*** Begin section ***
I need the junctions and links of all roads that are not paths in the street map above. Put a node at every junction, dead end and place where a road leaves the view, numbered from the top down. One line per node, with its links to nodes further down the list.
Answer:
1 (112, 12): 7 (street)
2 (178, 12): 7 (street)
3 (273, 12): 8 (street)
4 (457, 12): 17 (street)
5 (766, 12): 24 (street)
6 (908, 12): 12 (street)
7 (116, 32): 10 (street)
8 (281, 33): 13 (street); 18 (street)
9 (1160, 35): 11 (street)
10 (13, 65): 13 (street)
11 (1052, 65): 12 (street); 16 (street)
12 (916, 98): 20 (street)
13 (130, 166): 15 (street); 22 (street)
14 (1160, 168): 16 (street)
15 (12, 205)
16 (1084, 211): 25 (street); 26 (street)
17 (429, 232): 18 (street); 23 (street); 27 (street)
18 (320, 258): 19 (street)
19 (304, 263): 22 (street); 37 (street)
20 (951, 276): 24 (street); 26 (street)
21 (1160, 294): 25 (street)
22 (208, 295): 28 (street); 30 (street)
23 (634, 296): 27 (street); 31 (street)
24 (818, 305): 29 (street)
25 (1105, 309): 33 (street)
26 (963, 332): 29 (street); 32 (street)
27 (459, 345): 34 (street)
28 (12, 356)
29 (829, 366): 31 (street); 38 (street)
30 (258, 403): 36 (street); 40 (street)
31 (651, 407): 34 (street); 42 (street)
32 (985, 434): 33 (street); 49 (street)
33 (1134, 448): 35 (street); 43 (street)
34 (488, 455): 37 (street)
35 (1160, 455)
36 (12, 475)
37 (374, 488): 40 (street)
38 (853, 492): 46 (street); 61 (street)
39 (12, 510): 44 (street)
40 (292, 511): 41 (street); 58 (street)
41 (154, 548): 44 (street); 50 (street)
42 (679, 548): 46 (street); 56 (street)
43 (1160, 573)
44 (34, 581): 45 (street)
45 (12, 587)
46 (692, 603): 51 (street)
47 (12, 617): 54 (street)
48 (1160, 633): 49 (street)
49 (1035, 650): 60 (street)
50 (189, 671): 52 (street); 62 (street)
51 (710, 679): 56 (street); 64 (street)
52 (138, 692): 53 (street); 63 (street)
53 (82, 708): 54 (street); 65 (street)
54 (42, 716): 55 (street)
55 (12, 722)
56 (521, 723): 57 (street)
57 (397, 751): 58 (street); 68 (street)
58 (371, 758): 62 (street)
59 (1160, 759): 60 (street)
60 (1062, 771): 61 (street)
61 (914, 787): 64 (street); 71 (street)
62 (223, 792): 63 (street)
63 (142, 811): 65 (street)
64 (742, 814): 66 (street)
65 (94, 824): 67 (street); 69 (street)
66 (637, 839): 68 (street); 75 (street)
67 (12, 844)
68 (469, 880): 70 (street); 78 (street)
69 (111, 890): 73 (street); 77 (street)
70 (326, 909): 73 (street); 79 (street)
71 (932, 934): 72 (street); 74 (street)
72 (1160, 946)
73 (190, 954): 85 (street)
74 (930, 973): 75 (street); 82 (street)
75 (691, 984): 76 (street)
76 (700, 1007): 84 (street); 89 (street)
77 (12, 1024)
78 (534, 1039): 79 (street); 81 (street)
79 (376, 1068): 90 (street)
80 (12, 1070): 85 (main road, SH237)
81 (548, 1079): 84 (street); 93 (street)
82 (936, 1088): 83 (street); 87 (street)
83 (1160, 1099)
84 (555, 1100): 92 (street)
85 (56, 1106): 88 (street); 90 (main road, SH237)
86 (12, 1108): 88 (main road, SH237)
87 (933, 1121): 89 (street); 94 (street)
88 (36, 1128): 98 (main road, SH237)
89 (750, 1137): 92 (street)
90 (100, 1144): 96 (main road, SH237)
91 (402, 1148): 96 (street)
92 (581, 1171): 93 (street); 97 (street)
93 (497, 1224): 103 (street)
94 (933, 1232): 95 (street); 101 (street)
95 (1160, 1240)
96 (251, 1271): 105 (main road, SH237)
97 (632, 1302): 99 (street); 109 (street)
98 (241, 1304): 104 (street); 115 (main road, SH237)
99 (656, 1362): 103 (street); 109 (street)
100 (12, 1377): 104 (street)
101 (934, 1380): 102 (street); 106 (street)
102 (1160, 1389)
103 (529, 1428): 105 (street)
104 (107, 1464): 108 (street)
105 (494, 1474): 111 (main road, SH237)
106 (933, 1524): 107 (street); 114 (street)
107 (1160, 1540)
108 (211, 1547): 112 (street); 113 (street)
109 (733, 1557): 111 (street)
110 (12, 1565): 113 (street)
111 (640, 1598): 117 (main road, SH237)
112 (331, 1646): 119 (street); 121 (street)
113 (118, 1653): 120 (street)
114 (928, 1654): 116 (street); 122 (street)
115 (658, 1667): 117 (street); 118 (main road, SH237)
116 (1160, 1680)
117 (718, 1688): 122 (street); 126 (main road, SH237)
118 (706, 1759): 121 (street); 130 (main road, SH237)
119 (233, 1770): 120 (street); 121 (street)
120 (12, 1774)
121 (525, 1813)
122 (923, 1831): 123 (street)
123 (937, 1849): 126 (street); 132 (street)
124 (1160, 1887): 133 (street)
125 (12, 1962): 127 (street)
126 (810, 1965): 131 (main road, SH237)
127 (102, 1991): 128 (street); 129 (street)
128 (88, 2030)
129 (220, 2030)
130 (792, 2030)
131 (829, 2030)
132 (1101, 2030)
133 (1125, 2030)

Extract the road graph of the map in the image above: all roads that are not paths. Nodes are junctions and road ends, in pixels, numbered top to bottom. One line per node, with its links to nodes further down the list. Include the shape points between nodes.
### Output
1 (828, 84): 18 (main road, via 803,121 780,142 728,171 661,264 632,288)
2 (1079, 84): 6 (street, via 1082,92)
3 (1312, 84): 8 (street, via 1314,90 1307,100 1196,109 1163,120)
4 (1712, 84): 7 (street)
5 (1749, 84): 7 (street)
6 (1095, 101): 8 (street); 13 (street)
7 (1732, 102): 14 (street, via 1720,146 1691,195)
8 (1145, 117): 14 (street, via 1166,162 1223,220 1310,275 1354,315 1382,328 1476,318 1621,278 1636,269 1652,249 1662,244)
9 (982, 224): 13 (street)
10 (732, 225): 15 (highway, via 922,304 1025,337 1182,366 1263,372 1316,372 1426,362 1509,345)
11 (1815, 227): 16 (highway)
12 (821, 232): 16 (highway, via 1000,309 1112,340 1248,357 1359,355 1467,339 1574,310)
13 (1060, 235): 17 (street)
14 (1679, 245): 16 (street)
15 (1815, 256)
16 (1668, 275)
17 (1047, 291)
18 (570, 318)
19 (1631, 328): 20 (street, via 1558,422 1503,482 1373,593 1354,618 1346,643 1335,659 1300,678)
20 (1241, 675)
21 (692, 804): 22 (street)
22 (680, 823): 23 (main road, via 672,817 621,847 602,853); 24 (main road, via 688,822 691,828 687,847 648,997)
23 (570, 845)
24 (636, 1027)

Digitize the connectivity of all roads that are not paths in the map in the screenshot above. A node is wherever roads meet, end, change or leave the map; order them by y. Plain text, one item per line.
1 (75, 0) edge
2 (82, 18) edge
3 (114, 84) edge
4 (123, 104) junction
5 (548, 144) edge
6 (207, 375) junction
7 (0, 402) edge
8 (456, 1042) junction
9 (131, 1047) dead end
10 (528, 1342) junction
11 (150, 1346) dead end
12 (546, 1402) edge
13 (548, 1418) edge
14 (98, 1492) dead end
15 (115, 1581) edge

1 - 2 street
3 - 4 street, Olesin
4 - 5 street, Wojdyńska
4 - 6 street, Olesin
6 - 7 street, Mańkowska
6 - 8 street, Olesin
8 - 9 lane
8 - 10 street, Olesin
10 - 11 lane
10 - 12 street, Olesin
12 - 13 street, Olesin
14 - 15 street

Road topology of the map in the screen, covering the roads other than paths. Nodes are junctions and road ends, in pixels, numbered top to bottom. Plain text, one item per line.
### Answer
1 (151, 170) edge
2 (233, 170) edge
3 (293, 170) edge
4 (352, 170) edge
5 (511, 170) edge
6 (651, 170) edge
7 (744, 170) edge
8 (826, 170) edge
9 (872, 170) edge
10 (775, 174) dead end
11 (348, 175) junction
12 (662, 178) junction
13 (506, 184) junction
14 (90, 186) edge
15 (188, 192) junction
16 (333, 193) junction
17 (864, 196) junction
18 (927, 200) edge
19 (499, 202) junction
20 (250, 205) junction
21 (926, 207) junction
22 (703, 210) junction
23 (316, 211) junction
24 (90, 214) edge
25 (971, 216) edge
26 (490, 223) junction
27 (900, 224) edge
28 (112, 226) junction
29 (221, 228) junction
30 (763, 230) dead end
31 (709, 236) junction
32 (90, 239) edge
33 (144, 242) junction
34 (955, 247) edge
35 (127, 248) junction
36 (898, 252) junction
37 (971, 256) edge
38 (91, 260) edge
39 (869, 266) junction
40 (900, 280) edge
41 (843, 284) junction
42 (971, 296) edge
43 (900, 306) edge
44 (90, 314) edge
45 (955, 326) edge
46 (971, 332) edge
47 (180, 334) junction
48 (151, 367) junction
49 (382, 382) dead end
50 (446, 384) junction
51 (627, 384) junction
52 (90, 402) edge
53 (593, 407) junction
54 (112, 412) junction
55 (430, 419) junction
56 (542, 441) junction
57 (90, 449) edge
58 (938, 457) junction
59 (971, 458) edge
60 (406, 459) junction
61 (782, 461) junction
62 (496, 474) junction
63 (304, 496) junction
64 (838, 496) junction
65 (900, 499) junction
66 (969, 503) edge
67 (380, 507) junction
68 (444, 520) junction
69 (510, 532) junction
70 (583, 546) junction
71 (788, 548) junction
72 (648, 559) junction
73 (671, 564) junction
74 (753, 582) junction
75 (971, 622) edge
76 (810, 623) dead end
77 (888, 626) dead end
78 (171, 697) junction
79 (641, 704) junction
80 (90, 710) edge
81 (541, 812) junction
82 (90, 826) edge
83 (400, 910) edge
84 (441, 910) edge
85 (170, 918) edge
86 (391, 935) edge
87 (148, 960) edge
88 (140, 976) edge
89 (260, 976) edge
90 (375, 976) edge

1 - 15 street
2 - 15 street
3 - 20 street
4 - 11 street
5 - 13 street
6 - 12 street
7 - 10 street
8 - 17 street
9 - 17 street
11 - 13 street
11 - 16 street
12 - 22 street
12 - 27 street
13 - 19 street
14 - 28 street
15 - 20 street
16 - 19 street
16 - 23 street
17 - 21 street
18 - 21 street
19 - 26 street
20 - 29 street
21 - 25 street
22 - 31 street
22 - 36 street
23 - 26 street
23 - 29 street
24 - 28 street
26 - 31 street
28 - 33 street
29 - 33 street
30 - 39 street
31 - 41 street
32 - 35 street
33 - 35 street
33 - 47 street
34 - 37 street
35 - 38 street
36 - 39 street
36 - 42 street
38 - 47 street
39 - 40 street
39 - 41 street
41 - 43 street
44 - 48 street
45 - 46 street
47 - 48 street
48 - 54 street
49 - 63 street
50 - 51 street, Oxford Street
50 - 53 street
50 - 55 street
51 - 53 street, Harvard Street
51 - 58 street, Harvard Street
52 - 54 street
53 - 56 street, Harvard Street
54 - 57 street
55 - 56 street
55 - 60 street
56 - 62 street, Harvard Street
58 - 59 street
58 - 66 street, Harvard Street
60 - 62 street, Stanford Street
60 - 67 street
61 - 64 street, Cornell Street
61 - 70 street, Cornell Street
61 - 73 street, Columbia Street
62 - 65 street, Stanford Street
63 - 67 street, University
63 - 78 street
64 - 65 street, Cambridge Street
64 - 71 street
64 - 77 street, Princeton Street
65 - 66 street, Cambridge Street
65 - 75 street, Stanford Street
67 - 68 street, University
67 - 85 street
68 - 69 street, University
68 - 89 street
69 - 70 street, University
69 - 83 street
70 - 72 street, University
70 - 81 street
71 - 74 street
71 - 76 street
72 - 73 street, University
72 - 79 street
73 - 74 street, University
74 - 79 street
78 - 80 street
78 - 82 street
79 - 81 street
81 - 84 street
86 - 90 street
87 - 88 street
*** End section ***
**INSTRUCTIONS FOR THE TASK:** If the string "highway" is in a line of the entries, pick that line out.

**SOLVED EXERCISE:**
10 (732, 225): 15 (highway, via 922,304 1025,337 1182,366 1263,372 1316,372 1426,362 1509,345)
11 (1815, 227): 16 (highway)
12 (821, 232): 16 (highway, via 1000,309 1112,340 1248,357 1359,355 1467,339 1574,310)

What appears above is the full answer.